▶ _Dataset records_:
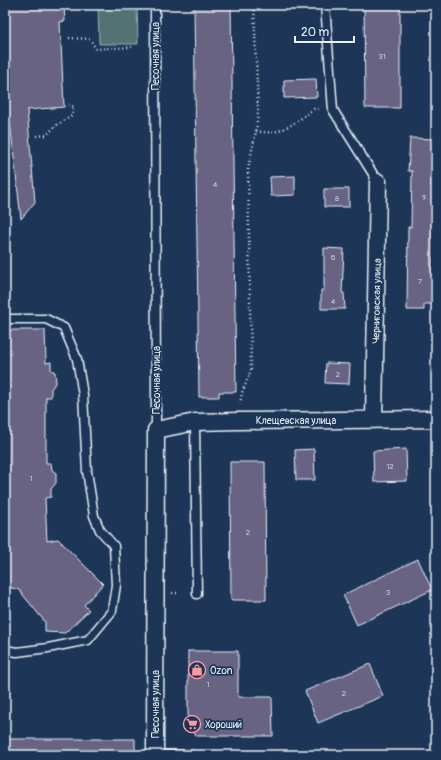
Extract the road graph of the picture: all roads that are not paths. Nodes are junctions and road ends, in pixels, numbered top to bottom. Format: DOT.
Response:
graph roads {
  1 [pos="155,5"];
  2 [pos="325,5"];
  3 [pos="378,182"];
  4 [pos="5,319"];
  5 [pos="436,419"];
  6 [pos="374,420"];
  7 [pos="195,422"];
  8 [pos="156,430"];
  9 [pos="197,594"];
  10 [pos="5,650"];
  11 [pos="155,755"];
  12 [pos="165,755"];
  13 [pos="192,755"];
  1 -- 8 [label="lane, Песочная улица"];
  2 -- 3 [label="lane"];
  3 -- 6 [label="street, Черниговская улица"];
  4 -- 10 [label="lane"];
  5 -- 6 [label="street, Клещевская улица"];
  6 -- 7 [label="street, Клещевская улица"];
  7 -- 8 [label="street, Клещевская улица"];
  7 -- 9 [label="lane"];
  8 -- 11 [label="street, Песочная улица"];
  12 -- 13 [label="lane"];
}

▶ _Instructions to follow_: Reprint all the data above verbatim, excluding pictures.

▶ _Written solution_:
Extract the road graph of the picture: all roads that are not paths. Nodes are junctions and road ends, in pixels, numbered top to bottom. Format: DOT.
Response:
graph roads {
  1 [pos="155,5"];
  2 [pos="325,5"];
  3 [pos="378,182"];
  4 [pos="5,319"];
  5 [pos="436,419"];
  6 [pos="374,420"];
  7 [pos="195,422"];
  8 [pos="156,430"];
  9 [pos="197,594"];
  10 [pos="5,650"];
  11 [pos="155,755"];
  12 [pos="165,755"];
  13 [pos="192,755"];
  1 -- 8 [label="lane, Песочная улица"];
  2 -- 3 [label="lane"];
  3 -- 6 [label="street, Черниговская улица"];
  4 -- 10 [label="lane"];
  5 -- 6 [label="street, Клещевская улица"];
  6 -- 7 [label="street, Клещевская улица"];
  7 -- 8 [label="street, Клещевская улица"];
  7 -- 9 [label="lane"];
  8 -- 11 [label="street, Песочная улица"];
  12 -- 13 [label="lane"];
}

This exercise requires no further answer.